THE TASK:
Before answering, work out how many lines below contain the string "main"; the reply is that number alone.

SOURCE DATA Block Start

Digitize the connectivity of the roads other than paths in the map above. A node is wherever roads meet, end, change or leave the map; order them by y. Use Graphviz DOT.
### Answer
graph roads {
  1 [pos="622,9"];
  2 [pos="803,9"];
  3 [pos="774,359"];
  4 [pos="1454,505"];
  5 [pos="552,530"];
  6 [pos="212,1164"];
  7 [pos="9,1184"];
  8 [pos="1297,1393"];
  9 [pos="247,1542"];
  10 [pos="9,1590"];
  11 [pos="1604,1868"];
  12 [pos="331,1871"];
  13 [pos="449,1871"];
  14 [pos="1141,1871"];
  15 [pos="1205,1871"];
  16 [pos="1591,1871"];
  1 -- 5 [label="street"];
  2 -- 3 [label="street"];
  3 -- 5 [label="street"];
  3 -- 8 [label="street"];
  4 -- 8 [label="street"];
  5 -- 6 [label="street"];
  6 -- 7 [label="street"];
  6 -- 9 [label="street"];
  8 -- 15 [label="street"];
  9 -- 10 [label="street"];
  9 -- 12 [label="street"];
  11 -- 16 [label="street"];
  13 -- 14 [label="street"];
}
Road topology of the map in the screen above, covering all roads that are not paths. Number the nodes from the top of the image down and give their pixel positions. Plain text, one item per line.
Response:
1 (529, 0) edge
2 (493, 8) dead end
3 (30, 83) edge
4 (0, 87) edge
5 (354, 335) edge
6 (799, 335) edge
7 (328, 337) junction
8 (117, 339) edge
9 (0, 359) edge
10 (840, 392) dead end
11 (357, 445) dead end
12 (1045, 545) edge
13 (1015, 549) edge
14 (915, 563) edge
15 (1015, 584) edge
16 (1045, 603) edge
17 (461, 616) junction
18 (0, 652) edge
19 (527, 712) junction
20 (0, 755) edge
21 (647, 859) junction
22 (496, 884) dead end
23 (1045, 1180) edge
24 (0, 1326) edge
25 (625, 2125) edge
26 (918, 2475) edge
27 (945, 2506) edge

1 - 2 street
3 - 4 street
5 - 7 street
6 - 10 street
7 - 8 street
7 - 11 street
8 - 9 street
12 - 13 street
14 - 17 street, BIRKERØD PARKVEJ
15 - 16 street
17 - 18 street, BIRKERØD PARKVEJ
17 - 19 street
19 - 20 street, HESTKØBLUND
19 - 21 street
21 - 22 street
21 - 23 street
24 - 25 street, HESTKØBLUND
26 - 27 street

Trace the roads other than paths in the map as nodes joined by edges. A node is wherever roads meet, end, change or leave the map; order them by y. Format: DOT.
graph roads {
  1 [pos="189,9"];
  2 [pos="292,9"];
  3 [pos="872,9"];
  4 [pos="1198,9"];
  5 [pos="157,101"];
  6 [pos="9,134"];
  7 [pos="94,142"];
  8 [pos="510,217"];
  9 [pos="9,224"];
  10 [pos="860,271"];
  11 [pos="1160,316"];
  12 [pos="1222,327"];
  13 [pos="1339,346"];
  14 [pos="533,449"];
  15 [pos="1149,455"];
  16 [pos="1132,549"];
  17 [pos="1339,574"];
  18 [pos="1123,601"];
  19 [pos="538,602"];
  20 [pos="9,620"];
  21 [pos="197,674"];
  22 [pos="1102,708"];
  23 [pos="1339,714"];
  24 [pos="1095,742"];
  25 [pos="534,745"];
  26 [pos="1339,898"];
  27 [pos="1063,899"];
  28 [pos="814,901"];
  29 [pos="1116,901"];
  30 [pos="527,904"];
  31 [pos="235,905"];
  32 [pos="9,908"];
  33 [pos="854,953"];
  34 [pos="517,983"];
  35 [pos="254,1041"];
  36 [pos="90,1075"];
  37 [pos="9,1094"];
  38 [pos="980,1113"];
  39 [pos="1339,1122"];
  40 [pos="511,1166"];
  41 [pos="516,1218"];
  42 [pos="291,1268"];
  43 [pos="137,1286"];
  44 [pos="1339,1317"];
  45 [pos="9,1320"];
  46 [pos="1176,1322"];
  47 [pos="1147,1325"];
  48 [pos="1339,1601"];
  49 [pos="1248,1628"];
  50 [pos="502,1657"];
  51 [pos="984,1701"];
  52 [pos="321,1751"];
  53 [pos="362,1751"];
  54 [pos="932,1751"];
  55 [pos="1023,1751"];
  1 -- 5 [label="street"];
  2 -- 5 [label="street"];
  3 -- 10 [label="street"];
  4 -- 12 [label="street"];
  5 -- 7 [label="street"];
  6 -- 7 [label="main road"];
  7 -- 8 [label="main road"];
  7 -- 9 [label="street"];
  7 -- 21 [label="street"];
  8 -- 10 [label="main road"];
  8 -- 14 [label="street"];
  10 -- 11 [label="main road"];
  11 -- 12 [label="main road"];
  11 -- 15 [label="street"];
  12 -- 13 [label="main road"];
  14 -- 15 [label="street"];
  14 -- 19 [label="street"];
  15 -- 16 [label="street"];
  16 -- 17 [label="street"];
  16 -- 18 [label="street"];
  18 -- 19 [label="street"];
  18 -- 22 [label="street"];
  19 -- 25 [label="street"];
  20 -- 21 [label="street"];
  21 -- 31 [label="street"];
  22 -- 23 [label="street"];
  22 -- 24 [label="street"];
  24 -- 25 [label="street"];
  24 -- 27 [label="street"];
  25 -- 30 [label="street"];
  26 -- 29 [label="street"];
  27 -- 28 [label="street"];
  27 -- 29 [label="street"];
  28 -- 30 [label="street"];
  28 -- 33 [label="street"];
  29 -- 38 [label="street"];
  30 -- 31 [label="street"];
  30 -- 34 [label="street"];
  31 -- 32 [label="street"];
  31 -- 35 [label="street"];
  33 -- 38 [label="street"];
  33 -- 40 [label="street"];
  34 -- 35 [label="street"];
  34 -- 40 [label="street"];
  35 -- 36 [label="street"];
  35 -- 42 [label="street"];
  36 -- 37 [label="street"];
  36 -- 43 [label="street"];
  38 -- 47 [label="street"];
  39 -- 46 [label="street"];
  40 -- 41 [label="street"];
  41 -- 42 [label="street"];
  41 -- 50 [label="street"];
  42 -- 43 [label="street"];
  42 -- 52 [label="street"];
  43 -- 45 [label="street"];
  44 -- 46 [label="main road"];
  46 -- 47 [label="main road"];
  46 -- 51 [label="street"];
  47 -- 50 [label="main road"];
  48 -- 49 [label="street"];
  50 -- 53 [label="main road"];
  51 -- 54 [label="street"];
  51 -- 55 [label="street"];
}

SOURCE DATA Block End

ANSWER:
10